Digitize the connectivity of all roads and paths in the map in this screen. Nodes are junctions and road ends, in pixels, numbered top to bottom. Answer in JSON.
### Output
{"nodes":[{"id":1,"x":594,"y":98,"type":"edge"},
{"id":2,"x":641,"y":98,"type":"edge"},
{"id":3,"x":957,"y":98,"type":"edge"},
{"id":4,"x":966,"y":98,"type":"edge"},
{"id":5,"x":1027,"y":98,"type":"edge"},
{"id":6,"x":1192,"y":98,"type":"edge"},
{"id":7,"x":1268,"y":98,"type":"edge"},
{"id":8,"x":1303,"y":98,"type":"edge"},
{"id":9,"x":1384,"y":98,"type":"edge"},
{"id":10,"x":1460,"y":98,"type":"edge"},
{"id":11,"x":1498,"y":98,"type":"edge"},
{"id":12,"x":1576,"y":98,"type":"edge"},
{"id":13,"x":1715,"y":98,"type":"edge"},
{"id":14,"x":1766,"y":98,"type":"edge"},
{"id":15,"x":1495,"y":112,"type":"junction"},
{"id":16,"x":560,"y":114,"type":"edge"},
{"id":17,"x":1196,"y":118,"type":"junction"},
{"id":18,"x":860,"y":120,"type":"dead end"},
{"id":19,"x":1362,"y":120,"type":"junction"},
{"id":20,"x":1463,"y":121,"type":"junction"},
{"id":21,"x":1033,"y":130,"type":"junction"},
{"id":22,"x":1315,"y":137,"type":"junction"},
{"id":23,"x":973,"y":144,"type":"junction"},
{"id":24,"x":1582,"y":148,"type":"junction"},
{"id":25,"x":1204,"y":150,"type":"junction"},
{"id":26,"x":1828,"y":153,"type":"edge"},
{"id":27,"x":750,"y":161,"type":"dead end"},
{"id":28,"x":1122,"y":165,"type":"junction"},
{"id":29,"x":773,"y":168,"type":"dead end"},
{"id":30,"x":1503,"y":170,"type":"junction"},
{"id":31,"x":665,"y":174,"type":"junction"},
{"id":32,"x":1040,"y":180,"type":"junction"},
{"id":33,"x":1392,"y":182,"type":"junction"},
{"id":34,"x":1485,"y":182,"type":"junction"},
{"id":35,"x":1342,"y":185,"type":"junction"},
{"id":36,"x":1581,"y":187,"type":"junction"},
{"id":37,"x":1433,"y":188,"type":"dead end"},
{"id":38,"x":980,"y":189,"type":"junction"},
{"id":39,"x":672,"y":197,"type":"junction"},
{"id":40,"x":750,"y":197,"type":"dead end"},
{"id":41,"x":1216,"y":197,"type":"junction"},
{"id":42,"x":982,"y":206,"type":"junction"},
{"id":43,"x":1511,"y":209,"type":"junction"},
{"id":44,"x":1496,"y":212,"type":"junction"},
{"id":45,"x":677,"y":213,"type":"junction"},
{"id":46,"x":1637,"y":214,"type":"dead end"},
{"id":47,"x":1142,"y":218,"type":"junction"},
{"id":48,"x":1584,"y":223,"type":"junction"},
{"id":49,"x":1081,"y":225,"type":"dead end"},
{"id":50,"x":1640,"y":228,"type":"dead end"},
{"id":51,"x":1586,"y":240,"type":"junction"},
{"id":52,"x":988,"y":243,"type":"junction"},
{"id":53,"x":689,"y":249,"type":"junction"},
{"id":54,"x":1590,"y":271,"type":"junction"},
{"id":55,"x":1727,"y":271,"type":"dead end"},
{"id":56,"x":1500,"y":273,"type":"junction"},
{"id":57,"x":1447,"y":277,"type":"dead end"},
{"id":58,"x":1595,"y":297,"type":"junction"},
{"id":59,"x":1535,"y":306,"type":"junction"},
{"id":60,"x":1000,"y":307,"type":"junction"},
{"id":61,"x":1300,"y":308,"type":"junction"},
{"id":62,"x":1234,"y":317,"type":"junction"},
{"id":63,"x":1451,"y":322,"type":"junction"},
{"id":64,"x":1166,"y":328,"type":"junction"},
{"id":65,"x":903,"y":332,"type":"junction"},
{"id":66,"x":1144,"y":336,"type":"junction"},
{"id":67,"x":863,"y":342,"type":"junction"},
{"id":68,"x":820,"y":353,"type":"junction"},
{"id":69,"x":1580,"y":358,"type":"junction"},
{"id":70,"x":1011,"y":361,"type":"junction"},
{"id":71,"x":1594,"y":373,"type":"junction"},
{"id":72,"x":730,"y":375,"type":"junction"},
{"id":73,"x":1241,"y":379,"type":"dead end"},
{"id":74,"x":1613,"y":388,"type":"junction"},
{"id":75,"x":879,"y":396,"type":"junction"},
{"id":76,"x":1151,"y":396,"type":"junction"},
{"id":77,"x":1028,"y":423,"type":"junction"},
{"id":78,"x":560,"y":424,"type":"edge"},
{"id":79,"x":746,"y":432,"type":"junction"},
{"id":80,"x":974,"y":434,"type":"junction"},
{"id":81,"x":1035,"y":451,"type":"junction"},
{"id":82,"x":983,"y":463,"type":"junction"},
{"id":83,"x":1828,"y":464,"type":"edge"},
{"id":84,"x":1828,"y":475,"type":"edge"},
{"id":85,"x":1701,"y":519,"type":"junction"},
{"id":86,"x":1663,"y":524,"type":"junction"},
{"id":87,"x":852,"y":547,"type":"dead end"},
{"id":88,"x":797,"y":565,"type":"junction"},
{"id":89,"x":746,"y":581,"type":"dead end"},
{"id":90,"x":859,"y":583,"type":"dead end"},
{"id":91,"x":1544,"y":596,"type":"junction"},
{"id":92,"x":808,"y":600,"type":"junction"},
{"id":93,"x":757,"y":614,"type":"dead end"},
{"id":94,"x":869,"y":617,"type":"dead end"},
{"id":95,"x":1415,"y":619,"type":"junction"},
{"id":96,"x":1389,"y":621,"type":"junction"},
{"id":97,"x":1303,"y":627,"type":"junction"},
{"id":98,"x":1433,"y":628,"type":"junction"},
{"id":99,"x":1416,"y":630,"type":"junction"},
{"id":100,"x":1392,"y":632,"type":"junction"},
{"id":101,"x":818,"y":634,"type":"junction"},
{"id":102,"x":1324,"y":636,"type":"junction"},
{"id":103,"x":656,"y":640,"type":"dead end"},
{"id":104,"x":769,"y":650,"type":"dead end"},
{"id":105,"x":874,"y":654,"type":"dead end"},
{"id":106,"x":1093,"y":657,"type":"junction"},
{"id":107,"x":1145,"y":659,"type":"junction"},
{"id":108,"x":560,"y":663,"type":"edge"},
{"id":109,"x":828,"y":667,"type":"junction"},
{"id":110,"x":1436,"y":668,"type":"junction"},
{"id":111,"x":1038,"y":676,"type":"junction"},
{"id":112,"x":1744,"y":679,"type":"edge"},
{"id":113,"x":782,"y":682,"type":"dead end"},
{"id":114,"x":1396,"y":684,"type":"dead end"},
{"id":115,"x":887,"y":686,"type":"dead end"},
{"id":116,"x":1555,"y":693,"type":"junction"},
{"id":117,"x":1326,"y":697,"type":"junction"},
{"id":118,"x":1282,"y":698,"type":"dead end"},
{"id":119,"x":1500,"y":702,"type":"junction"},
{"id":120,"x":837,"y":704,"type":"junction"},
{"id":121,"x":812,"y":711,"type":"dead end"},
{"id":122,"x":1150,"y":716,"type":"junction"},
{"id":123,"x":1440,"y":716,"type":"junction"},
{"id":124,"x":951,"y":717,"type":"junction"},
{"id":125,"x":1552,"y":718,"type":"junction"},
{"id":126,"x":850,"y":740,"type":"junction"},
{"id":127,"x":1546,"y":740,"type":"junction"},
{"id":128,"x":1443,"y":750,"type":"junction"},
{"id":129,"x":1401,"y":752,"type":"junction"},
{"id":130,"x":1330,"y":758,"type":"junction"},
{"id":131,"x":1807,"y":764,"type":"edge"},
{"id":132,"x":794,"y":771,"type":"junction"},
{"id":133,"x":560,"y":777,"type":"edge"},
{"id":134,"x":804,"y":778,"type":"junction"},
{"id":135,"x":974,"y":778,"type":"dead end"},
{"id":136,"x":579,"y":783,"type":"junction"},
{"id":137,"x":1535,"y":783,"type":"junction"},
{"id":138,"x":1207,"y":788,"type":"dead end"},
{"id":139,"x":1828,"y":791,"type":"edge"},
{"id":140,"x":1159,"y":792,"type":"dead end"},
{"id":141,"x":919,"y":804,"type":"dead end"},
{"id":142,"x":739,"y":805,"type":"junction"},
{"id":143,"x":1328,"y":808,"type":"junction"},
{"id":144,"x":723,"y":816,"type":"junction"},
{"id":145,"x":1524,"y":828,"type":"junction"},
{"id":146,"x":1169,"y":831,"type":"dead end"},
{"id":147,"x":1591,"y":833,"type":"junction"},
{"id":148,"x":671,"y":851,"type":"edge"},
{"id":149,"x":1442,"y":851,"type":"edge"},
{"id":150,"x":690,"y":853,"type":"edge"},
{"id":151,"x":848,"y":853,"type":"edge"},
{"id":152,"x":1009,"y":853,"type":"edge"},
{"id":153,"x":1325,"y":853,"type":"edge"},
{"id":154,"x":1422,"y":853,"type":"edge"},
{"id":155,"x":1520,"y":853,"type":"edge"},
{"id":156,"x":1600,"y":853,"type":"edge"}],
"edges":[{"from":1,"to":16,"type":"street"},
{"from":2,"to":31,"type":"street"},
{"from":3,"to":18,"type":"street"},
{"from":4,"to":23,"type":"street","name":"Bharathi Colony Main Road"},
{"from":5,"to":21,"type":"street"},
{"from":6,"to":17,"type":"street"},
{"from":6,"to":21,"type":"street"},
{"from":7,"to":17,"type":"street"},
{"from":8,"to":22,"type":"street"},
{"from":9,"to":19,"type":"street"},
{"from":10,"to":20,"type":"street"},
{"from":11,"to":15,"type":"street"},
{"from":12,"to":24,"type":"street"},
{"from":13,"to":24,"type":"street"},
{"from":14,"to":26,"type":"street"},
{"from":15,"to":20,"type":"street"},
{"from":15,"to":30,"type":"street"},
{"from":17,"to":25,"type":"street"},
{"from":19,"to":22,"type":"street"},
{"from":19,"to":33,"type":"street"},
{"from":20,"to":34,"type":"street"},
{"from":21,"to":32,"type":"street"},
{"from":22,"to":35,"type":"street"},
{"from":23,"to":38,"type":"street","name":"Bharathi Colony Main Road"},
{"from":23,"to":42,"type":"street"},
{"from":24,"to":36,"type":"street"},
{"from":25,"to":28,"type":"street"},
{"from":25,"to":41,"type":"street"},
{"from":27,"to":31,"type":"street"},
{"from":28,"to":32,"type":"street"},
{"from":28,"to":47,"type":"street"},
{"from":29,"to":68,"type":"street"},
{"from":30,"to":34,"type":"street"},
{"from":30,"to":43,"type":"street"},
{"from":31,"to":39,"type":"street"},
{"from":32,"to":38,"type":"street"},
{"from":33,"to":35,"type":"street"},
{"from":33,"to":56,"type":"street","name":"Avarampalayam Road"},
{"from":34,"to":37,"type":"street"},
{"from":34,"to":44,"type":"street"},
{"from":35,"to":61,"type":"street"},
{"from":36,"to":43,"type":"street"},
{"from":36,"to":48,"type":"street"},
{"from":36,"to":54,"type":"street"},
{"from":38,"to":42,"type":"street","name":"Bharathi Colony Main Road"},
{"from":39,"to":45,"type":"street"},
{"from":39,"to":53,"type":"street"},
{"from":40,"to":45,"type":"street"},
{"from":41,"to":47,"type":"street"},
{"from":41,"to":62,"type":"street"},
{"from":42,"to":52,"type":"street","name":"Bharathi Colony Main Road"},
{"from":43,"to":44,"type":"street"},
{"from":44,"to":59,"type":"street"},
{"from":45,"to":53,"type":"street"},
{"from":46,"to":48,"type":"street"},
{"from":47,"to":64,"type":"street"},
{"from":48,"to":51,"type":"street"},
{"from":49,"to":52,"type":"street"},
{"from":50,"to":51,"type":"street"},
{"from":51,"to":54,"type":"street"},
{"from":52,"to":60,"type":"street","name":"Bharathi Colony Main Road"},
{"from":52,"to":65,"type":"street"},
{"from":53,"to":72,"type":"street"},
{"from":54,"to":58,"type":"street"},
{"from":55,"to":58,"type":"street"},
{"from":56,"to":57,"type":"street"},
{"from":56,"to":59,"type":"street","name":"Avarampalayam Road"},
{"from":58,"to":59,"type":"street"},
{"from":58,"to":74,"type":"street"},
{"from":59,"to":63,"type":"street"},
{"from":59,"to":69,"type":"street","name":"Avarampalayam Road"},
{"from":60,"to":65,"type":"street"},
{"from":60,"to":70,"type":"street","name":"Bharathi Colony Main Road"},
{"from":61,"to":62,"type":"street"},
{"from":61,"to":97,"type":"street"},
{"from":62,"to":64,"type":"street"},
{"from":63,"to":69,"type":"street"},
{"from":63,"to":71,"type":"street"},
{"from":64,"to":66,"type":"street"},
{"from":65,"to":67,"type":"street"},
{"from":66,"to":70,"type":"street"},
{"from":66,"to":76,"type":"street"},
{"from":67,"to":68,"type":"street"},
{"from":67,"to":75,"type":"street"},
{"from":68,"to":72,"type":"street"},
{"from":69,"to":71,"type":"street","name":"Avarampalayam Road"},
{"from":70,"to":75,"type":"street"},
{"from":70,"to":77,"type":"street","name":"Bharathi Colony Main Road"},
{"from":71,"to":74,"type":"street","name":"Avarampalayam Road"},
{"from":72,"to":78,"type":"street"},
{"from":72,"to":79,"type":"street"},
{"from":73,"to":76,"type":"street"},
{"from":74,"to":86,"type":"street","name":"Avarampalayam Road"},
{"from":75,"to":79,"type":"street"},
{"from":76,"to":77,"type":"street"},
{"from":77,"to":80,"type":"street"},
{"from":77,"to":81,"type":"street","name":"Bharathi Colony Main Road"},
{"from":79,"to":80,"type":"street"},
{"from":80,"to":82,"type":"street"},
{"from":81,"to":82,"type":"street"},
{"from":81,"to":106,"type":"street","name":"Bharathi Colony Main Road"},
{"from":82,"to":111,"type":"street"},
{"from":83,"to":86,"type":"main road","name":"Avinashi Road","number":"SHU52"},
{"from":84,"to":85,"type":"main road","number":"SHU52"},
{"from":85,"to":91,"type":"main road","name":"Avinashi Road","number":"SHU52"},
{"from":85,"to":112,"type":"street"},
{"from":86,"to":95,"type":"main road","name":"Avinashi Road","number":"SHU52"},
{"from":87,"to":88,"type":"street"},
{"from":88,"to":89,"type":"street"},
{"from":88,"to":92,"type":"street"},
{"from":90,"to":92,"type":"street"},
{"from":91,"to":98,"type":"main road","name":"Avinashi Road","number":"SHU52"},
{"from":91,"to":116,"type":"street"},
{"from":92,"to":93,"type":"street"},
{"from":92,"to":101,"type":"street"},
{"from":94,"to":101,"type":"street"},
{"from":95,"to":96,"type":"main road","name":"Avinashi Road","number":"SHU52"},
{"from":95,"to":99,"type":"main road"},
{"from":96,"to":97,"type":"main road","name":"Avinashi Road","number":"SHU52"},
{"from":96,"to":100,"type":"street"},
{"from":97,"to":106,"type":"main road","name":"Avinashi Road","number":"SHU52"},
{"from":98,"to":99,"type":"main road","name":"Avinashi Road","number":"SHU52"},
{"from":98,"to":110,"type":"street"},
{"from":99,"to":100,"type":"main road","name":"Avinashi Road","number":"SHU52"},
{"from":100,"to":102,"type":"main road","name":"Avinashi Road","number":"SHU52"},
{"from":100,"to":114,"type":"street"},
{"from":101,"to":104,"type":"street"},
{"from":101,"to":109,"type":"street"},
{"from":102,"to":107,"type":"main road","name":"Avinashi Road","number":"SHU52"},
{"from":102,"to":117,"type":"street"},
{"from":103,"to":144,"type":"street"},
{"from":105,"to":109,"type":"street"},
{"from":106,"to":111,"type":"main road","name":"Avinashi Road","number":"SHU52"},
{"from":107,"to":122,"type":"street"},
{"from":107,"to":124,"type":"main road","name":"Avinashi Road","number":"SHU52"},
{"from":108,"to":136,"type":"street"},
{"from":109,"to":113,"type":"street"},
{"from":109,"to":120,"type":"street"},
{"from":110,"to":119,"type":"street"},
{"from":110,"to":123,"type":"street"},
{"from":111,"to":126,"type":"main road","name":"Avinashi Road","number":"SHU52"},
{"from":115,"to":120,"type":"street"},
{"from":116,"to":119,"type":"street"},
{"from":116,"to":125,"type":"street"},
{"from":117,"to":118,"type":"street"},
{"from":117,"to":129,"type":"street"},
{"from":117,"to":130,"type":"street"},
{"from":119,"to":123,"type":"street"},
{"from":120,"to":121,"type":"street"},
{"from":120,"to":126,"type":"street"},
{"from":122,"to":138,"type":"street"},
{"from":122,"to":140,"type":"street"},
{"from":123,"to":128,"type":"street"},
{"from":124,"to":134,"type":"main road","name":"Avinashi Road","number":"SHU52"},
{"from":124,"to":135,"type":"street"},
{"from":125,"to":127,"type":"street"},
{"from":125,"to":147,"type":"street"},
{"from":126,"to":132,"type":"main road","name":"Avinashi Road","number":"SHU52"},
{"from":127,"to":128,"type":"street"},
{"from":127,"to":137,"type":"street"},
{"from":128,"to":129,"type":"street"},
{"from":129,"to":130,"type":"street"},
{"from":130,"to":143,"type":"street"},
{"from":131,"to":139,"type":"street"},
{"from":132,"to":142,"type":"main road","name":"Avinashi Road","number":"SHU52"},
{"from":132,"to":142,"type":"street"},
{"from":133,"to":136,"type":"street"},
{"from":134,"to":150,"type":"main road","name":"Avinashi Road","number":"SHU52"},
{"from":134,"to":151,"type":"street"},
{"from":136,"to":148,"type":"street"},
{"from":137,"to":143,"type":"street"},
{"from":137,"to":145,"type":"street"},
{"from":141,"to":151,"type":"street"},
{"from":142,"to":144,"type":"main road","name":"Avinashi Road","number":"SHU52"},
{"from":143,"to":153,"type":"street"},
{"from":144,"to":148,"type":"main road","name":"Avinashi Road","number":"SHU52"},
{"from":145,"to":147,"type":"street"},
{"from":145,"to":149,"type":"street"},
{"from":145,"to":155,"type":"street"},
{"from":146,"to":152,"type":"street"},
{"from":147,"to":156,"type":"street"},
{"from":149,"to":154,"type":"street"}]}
_ _ _
Your assignment:
Each line above that carries the string "Bharathi" has to be returned.

Written answer:
{"from":4,"to":23,"type":"street","name":"Bharathi Colony Main Road"},
{"from":23,"to":38,"type":"street","name":"Bharathi Colony Main Road"},
{"from":38,"to":42,"type":"street","name":"Bharathi Colony Main Road"},
{"from":42,"to":52,"type":"street","name":"Bharathi Colony Main Road"},
{"from":52,"to":60,"type":"street","name":"Bharathi Colony Main Road"},
{"from":60,"to":70,"type":"street","name":"Bharathi Colony Main Road"},
{"from":70,"to":77,"type":"street","name":"Bharathi Colony Main Road"},
{"from":77,"to":81,"type":"street","name":"Bharathi Colony Main Road"},
{"from":81,"to":106,"type":"street","name":"Bharathi Colony Main Road"},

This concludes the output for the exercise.